● Exercise instructions: Copy each line of the records below that mentions the word "Haines".

● Supplied entries:
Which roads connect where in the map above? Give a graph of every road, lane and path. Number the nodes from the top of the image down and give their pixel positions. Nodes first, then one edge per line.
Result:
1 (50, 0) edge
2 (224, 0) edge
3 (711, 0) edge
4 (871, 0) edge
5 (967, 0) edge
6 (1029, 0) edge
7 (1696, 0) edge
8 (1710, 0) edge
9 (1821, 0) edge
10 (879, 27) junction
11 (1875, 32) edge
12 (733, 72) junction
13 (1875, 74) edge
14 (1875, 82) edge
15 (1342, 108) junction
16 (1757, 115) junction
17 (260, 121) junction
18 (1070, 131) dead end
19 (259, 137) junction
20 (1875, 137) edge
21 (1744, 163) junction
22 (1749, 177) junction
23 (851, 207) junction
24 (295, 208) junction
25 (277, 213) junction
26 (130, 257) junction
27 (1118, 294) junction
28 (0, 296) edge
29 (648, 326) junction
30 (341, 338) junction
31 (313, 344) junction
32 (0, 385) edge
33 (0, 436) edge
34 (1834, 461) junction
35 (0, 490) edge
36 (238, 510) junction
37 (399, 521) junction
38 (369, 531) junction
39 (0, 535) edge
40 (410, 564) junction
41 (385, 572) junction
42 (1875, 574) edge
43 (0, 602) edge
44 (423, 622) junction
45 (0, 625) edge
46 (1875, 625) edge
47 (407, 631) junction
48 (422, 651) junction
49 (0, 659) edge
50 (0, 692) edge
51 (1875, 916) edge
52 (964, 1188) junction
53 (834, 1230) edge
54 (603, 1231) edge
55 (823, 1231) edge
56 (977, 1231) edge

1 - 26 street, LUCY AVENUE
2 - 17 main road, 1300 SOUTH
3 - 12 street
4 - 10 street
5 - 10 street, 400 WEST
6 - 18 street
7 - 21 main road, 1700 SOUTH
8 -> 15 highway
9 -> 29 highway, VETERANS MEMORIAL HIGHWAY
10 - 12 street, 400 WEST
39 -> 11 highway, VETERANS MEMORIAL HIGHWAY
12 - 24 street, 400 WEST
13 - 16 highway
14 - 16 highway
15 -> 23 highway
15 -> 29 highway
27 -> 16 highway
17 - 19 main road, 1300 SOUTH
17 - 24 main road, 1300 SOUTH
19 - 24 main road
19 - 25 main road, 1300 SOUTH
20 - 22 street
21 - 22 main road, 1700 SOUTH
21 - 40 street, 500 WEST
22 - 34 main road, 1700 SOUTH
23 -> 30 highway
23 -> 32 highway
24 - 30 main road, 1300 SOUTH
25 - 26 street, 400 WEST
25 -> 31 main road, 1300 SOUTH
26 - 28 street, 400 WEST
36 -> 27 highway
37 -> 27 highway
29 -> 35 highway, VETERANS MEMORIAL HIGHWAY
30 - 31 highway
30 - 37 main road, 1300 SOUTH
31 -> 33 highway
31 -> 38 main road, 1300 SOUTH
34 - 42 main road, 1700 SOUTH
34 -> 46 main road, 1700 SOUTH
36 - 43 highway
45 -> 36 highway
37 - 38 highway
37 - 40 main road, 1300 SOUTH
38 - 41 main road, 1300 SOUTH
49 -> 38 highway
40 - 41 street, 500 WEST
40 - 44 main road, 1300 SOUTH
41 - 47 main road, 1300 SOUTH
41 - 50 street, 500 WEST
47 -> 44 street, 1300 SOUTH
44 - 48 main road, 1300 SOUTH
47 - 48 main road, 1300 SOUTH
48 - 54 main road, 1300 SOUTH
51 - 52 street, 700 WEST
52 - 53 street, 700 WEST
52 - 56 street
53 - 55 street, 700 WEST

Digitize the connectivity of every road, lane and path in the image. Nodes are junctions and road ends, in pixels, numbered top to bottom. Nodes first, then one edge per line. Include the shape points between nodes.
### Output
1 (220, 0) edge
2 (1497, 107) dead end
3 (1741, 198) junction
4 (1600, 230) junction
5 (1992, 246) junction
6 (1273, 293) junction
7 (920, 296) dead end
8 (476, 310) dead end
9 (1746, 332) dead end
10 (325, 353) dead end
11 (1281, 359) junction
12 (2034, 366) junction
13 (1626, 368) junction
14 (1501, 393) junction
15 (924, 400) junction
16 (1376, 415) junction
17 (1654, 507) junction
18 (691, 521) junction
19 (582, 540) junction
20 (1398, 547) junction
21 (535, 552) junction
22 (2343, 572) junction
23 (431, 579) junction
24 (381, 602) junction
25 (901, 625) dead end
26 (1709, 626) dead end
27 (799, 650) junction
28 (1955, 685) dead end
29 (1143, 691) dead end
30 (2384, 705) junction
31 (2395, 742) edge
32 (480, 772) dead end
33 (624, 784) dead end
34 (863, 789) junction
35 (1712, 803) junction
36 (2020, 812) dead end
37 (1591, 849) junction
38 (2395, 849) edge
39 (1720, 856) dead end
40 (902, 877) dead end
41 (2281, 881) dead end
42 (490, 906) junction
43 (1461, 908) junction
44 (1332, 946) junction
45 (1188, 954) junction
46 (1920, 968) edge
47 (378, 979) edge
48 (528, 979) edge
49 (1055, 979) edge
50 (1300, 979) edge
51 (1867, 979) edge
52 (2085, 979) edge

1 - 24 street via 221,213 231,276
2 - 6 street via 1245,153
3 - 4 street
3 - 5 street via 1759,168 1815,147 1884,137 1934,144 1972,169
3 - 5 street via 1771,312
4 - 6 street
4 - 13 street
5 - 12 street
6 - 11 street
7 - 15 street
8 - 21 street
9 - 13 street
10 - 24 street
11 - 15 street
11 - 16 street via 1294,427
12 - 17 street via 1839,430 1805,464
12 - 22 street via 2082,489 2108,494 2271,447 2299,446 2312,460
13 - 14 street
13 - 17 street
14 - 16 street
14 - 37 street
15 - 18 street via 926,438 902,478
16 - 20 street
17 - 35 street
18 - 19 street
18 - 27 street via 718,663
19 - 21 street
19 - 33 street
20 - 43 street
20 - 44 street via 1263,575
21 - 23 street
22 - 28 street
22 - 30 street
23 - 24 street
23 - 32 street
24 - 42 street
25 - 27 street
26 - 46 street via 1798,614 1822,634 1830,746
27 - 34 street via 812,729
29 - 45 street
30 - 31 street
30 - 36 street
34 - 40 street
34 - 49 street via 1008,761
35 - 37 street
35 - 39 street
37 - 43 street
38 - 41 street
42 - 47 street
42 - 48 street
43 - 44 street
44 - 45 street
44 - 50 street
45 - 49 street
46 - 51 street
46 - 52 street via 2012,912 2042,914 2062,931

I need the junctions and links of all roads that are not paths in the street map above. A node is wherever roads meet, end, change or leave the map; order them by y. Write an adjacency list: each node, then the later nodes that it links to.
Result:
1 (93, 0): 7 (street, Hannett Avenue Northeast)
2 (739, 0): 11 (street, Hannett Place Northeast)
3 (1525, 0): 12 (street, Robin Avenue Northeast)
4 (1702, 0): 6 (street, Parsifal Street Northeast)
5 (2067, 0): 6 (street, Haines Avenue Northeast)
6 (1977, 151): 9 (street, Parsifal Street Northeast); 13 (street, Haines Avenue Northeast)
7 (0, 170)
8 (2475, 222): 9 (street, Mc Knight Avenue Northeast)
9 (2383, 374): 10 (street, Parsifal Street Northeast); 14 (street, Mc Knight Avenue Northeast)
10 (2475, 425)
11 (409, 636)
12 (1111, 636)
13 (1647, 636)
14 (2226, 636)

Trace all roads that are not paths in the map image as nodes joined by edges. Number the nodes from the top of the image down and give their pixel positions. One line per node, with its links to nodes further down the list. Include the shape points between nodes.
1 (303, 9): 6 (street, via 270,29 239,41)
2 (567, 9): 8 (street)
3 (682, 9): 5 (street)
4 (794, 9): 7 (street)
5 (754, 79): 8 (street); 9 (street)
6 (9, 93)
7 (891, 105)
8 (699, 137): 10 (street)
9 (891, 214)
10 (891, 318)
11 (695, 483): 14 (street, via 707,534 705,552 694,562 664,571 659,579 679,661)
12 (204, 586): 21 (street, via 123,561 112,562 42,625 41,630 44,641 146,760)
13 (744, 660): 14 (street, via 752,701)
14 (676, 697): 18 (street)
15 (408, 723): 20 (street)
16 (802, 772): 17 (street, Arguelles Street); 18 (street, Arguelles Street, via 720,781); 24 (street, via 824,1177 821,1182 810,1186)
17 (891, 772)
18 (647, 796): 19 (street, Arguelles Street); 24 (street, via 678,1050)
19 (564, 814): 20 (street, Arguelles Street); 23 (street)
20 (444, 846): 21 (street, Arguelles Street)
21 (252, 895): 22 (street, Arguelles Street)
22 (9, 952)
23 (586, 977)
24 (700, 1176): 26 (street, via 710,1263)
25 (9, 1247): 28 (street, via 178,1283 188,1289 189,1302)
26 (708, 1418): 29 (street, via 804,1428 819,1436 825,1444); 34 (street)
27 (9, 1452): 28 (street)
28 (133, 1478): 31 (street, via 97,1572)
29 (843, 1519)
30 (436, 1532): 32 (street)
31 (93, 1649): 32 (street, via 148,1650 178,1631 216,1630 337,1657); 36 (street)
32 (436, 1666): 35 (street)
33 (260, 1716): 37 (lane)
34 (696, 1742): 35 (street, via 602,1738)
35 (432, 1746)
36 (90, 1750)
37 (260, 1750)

● Answer space:
5 (2067, 0): 6 (street, Haines Avenue Northeast)
6 (1977, 151): 9 (street, Parsifal Street Northeast); 13 (street, Haines Avenue Northeast)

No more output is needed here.